• [EXERCISE]
Return all the entries word for word, minus the pictures.
Top of EXERCISE INPUTS
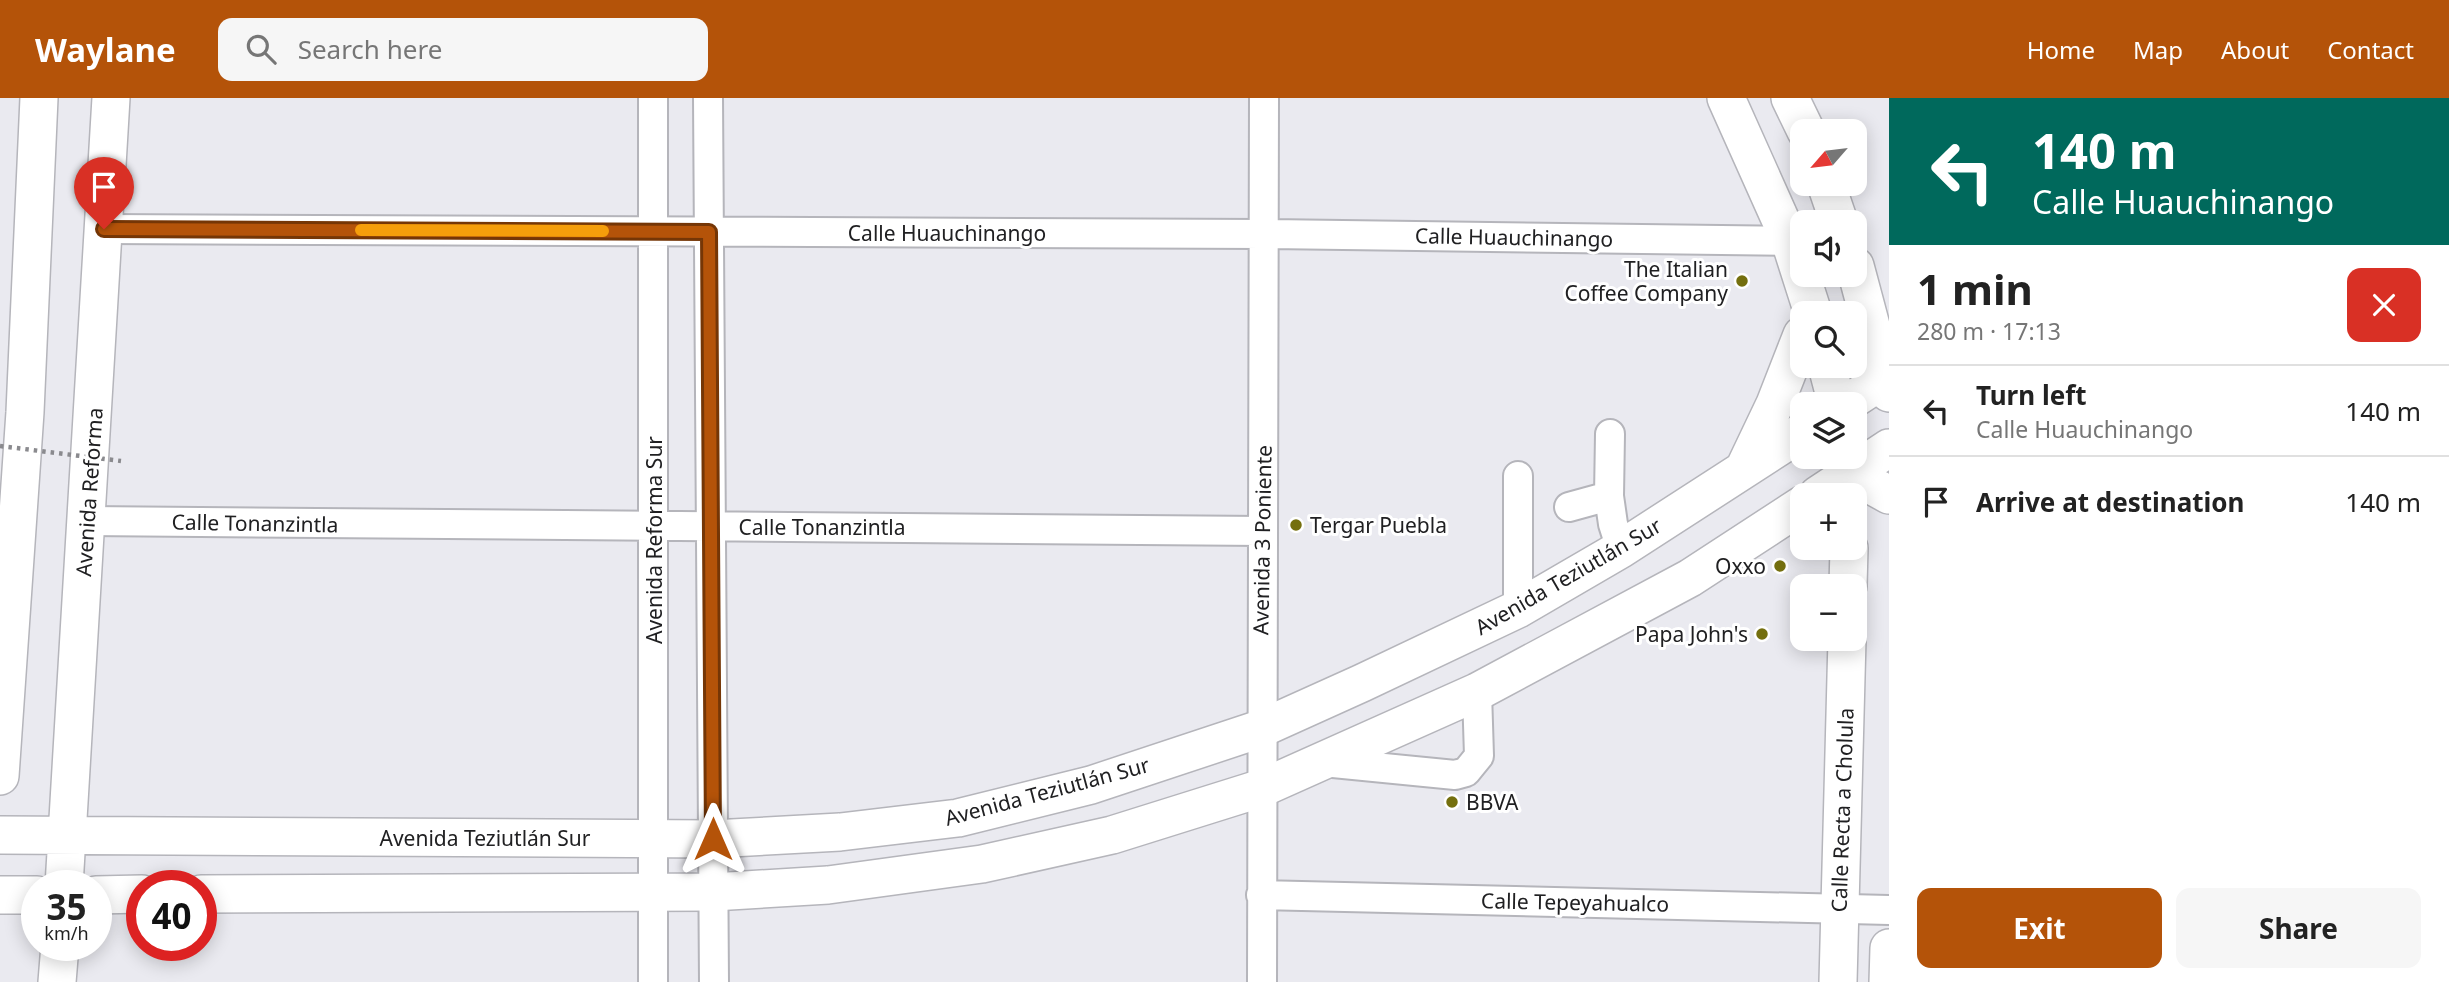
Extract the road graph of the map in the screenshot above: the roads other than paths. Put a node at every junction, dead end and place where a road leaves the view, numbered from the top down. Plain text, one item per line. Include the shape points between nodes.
1 (40, 98) edge
2 (111, 98) edge
3 (653, 98) edge
4 (708, 98) edge
5 (1264, 98) edge
6 (1726, 98) edge
7 (1790, 98) edge
8 (1800, 119) edge
9 (104, 229) junction
10 (653, 231) junction
11 (709, 232) junction
12 (1264, 234) junction
13 (1790, 241) joint
14 (1867, 281) edge
15 (1861, 287) edge
16 (1889, 300) edge
17 (1790, 366) edge
18 (1888, 383) edge
19 (1867, 394) edge
20 (13, 412) edge
21 (1610, 434) dead end
22 (1790, 440) edge
23 (1889, 448) edge
24 (1743, 471) junction
25 (1850, 475) edge
26 (1518, 476) dead end
27 (1889, 495) edge
28 (1609, 496) junction
29 (1569, 507) dead end
30 (1790, 514) edge
31 (87, 521) junction
32 (711, 526) junction
33 (655, 527) junction
34 (1263, 531) junction
35 (1621, 549) junction
36 (1518, 609) junction
37 (1847, 651) edge
38 (1477, 691) junction
39 (1260, 729) junction
40 (1323, 762) junction
41 (0, 776) edge
42 (1262, 788) junction
43 (0, 835) edge
44 (66, 835) junction
45 (654, 838) junction
46 (713, 839) junction
47 (65, 870) edge
48 (652, 892) junction
49 (713, 892) junction
50 (217, 894) edge
51 (0, 895) edge
52 (21, 895) edge
53 (1261, 895) junction
54 (1839, 909) junction
55 (1889, 910) edge
56 (1889, 948) edge
57 (59, 961) edge
58 (57, 982) edge
59 (653, 982) edge
60 (714, 982) edge
61 (1262, 982) edge
62 (1838, 982) edge
63 (1888, 982) edge

1 - 20 main road
2 - 9 main road, Avenida Reforma
3 - 10 street, Avenida Reforma Sur
4 - 11 street
5 - 12 street, Avenida 3 Poniente
6 - 13 main road
7 - 8 main road
9 - 10 street, Calle Huauchinango
9 - 31 main road, Avenida Reforma
10 - 11 street, Calle Huauchinango
10 - 33 street, Avenida Reforma Sur
11 - 12 street, Calle Huauchinango
11 - 32 street
12 - 13 street, Calle Huauchinango
12 - 34 street, Avenida 3 Poniente
14 - 16 main road
15 - 18 main road
17 - 24 main road
18 - 19 main road
20 - 41 main road
21 - 28 street
22 - 24 main road, Avenida Teziutlán Sur
23 - 25 main road
24 - 35 main road, Avenida Teziutlán Sur
25 - 27 main road
26 - 36 street
28 - 29 street
28 - 35 street
30 - 38 main road via 1690,578
31 - 33 street, Calle Tonanzintla
31 - 44 main road, Avenida Reforma
32 - 33 street, Calle Tonanzintla
32 - 34 street, Calle Tonanzintla
32 - 46 street
33 - 45 street, Avenida Reforma Sur
34 - 39 street, Avenida 3 Poniente
35 - 36 main road, Avenida Teziutlán Sur
36 - 39 main road, Avenida Teziutlán Sur
37 - 54 main road, Calle Recta a Cholula
38 - 40 main road
38 - 40 street via 1479,756 1466,772 1455,775
39 - 42 street, Avenida 3 Poniente
39 - 46 main road, Avenida Teziutlán Sur via 1091,785 958,818 840,832
40 - 42 main road
42 - 49 main road via 1112,835 982,864 828,885
42 - 53 street, Avenida 3 Poniente
43 - 44 main road, Avenida Teziutlán Sur
44 - 45 main road, Avenida Teziutlán Sur
44 - 47 main road, Avenida Reforma
45 - 46 main road, Avenida Teziutlán Sur
45 - 48 street, Avenida Reforma Sur
46 - 49 street
48 - 49 main road
48 - 50 main road
48 - 59 street, Avenida Reforma Sur
49 - 60 street
51 - 52 main road
53 - 54 street, Calle Tepeyahualco
53 - 61 street, Avenida 3 Poniente
54 - 55 street, Calle Tepeyahualco
54 - 62 main road, Calle Recta a Cholula
56 - 63 main road
57 - 58 main road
Bottom of EXERCISE INPUTS
• [RESULT]
Extract the road graph of the map in the screenshot above: the roads other than paths. Put a node at every junction, dead end and place where a road leaves the view, numbered from the top down. Plain text, one item per line. Include the shape points between nodes.
1 (40, 98) edge
2 (111, 98) edge
3 (653, 98) edge
4 (708, 98) edge
5 (1264, 98) edge
6 (1726, 98) edge
7 (1790, 98) edge
8 (1800, 119) edge
9 (104, 229) junction
10 (653, 231) junction
11 (709, 232) junction
12 (1264, 234) junction
13 (1790, 241) joint
14 (1867, 281) edge
15 (1861, 287) edge
16 (1889, 300) edge
17 (1790, 366) edge
18 (1888, 383) edge
19 (1867, 394) edge
20 (13, 412) edge
21 (1610, 434) dead end
22 (1790, 440) edge
23 (1889, 448) edge
24 (1743, 471) junction
25 (1850, 475) edge
26 (1518, 476) dead end
27 (1889, 495) edge
28 (1609, 496) junction
29 (1569, 507) dead end
30 (1790, 514) edge
31 (87, 521) junction
32 (711, 526) junction
33 (655, 527) junction
34 (1263, 531) junction
35 (1621, 549) junction
36 (1518, 609) junction
37 (1847, 651) edge
38 (1477, 691) junction
39 (1260, 729) junction
40 (1323, 762) junction
41 (0, 776) edge
42 (1262, 788) junction
43 (0, 835) edge
44 (66, 835) junction
45 (654, 838) junction
46 (713, 839) junction
47 (65, 870) edge
48 (652, 892) junction
49 (713, 892) junction
50 (217, 894) edge
51 (0, 895) edge
52 (21, 895) edge
53 (1261, 895) junction
54 (1839, 909) junction
55 (1889, 910) edge
56 (1889, 948) edge
57 (59, 961) edge
58 (57, 982) edge
59 (653, 982) edge
60 (714, 982) edge
61 (1262, 982) edge
62 (1838, 982) edge
63 (1888, 982) edge

1 - 20 main road
2 - 9 main road, Avenida Reforma
3 - 10 street, Avenida Reforma Sur
4 - 11 street
5 - 12 street, Avenida 3 Poniente
6 - 13 main road
7 - 8 main road
9 - 10 street, Calle Huauchinango
9 - 31 main road, Avenida Reforma
10 - 11 street, Calle Huauchinango
10 - 33 street, Avenida Reforma Sur
11 - 12 street, Calle Huauchinango
11 - 32 street
12 - 13 street, Calle Huauchinango
12 - 34 street, Avenida 3 Poniente
14 - 16 main road
15 - 18 main road
17 - 24 main road
18 - 19 main road
20 - 41 main road
21 - 28 street
22 - 24 main road, Avenida Teziutlán Sur
23 - 25 main road
24 - 35 main road, Avenida Teziutlán Sur
25 - 27 main road
26 - 36 street
28 - 29 street
28 - 35 street
30 - 38 main road via 1690,578
31 - 33 street, Calle Tonanzintla
31 - 44 main road, Avenida Reforma
32 - 33 street, Calle Tonanzintla
32 - 34 street, Calle Tonanzintla
32 - 46 street
33 - 45 street, Avenida Reforma Sur
34 - 39 street, Avenida 3 Poniente
35 - 36 main road, Avenida Teziutlán Sur
36 - 39 main road, Avenida Teziutlán Sur
37 - 54 main road, Calle Recta a Cholula
38 - 40 main road
38 - 40 street via 1479,756 1466,772 1455,775
39 - 42 street, Avenida 3 Poniente
39 - 46 main road, Avenida Teziutlán Sur via 1091,785 958,818 840,832
40 - 42 main road
42 - 49 main road via 1112,835 982,864 828,885
42 - 53 street, Avenida 3 Poniente
43 - 44 main road, Avenida Teziutlán Sur
44 - 45 main road, Avenida Teziutlán Sur
44 - 47 main road, Avenida Reforma
45 - 46 main road, Avenida Teziutlán Sur
45 - 48 street, Avenida Reforma Sur
46 - 49 street
48 - 49 main road
48 - 50 main road
48 - 59 street, Avenida Reforma Sur
49 - 60 street
51 - 52 main road
53 - 54 street, Calle Tepeyahualco
53 - 61 street, Avenida 3 Poniente
54 - 55 street, Calle Tepeyahualco
54 - 62 main road, Calle Recta a Cholula
56 - 63 main road
57 - 58 main road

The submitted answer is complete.